Sanford Avenue

Wilmington founder Phineas Banning married Rebecca Sanford (c. 1835-1868) in 1854. Around twelve years later, he named Rebecca Street in her honor, but you know it now as Broad Avenue. Thus Sanford Avenue isn’t really named for Rebecca but for her brother William T.B. Sanford (c. 1814-1863), a partner of Banning’s and an early Los Angeles councilman, postmaster, and police chief. The Sanfords were a Kentucky farming family who moved to Missouri sometime between William’s and Rebecca’s births, then settled in L.A. by 1851. Many of the Sanford siblings came to tragic ends.

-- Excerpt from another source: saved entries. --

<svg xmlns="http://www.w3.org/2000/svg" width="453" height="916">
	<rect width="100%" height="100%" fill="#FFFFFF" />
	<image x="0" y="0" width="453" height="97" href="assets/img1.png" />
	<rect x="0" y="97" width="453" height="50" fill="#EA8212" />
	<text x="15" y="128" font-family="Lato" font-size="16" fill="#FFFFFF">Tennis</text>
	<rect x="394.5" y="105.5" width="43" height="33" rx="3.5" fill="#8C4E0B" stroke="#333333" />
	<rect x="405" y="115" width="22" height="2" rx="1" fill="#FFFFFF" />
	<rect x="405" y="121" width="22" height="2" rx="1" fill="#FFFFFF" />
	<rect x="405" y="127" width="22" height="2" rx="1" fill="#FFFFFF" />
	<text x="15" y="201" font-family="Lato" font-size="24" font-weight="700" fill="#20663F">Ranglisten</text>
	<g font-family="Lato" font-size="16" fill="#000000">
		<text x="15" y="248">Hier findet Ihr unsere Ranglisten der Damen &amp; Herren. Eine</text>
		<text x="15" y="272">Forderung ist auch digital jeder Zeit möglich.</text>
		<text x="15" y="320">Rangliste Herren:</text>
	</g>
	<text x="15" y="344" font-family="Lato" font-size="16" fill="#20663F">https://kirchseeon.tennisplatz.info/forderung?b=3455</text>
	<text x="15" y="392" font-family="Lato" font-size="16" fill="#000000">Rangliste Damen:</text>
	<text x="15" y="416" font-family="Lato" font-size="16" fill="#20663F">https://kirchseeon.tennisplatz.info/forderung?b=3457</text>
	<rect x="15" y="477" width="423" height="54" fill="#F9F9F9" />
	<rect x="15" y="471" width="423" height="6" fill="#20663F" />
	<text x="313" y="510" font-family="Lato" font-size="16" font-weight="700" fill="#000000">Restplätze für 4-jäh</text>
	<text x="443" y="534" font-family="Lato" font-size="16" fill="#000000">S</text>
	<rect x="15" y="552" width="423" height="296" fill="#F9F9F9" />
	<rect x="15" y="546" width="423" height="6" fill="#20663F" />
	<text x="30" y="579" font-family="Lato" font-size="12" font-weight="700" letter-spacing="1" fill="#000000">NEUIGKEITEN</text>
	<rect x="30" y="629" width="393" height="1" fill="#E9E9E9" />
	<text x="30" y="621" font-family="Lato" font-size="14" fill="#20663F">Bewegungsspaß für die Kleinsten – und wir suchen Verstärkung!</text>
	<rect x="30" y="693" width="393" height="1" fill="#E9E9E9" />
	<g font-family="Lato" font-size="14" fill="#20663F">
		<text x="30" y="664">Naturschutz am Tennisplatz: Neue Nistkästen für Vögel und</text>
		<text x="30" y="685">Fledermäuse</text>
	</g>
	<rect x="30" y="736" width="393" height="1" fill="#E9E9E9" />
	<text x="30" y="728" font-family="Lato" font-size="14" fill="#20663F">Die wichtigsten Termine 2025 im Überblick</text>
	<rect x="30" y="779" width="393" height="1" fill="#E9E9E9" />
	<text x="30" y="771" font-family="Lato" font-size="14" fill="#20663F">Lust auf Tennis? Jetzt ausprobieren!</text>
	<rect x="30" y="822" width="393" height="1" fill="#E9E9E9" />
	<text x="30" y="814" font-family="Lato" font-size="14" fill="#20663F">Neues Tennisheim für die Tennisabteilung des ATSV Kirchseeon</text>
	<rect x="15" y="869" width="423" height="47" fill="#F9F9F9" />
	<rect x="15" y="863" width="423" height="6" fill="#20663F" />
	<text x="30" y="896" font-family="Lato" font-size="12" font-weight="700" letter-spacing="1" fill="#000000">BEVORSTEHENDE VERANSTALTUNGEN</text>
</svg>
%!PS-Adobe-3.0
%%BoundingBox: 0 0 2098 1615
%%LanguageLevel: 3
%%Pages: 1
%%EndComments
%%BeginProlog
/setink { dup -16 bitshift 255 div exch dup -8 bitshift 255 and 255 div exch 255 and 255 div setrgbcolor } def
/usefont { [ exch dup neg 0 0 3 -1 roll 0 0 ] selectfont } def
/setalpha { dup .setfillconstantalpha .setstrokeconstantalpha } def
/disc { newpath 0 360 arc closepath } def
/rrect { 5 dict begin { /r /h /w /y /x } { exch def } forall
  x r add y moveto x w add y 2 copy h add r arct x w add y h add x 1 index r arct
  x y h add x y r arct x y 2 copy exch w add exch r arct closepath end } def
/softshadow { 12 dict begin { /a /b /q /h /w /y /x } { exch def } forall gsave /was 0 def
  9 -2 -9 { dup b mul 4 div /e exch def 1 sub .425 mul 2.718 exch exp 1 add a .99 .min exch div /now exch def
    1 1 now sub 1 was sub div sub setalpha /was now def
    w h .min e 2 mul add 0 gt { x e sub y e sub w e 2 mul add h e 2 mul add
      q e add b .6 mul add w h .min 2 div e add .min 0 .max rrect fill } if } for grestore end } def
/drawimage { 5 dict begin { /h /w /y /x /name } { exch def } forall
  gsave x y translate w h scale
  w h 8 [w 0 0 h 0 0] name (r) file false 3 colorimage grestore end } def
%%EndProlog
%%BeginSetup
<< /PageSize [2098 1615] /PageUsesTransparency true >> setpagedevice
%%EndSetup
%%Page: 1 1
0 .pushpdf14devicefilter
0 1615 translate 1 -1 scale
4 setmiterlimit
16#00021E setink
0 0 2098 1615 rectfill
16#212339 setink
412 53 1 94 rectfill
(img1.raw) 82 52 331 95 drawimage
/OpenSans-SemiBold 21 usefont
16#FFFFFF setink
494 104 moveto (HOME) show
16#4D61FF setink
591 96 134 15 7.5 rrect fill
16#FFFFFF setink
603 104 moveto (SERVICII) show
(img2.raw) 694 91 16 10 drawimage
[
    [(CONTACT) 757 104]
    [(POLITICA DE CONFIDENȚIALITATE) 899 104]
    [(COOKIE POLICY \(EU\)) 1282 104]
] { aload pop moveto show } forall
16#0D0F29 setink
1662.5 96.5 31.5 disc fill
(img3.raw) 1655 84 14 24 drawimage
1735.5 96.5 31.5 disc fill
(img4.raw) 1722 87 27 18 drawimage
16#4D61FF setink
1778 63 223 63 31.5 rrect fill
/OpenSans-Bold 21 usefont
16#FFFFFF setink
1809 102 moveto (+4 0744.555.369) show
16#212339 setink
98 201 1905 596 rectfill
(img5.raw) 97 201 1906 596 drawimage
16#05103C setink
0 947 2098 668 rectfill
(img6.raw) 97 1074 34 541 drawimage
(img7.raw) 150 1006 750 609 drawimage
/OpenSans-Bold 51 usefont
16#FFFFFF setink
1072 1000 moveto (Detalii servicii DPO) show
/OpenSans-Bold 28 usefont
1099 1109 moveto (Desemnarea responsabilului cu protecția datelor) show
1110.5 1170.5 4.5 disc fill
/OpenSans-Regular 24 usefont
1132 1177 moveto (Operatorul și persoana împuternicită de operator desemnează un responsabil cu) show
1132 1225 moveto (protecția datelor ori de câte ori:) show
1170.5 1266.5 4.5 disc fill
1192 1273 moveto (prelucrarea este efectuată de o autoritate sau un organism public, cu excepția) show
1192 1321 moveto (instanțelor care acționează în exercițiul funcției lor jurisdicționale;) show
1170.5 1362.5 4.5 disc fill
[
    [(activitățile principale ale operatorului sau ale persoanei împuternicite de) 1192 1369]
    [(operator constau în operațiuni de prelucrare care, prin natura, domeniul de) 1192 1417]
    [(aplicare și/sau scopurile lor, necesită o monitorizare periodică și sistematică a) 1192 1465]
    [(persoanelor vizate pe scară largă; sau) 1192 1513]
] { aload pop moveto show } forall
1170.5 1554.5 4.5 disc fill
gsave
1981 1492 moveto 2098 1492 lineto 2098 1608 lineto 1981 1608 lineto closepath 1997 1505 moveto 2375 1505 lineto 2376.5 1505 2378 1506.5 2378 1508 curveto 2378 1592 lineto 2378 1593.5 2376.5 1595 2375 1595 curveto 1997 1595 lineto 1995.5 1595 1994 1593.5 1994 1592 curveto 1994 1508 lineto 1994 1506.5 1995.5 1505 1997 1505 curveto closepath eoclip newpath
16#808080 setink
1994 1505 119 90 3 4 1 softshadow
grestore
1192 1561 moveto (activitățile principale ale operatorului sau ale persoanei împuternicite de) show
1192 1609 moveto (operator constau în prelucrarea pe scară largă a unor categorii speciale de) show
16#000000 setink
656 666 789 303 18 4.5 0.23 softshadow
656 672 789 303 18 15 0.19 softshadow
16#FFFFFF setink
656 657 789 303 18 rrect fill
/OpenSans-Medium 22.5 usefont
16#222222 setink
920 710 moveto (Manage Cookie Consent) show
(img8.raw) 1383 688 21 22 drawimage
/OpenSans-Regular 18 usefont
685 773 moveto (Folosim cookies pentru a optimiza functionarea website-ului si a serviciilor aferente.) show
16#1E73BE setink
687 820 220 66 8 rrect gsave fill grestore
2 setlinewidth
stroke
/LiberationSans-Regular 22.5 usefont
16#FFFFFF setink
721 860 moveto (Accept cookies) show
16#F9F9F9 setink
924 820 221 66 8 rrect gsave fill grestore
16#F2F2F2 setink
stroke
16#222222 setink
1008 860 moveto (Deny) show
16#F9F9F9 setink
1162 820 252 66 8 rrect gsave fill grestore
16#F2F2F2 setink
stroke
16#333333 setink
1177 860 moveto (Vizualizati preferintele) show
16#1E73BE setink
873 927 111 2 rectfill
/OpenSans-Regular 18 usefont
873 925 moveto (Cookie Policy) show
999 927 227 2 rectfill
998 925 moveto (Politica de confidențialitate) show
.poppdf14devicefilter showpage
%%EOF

Rebecca died in childbirth – of the eight children she had with Banning, only three survived infancy. William was one of twenty-six victims of the April 27th, 1863 explosion of Banning’s steamship Ada Hancock. Months later, William’s brother John was murdered by Wild West outlaw Charles Wilkins, who boasted of having killed nine men before he was lynched by a gang of L.A. vigilantes led by Banning himself. Cyrus Sanford Sr., who oversaw the family farm in Rancho La Ballona (see Del Rey’s Sanford Street), allegedly committed suicide in 1886 due to financial ruin. Only sister Marilda lived to a ripe old age; it’s unclear what happened to their other sister Amanda.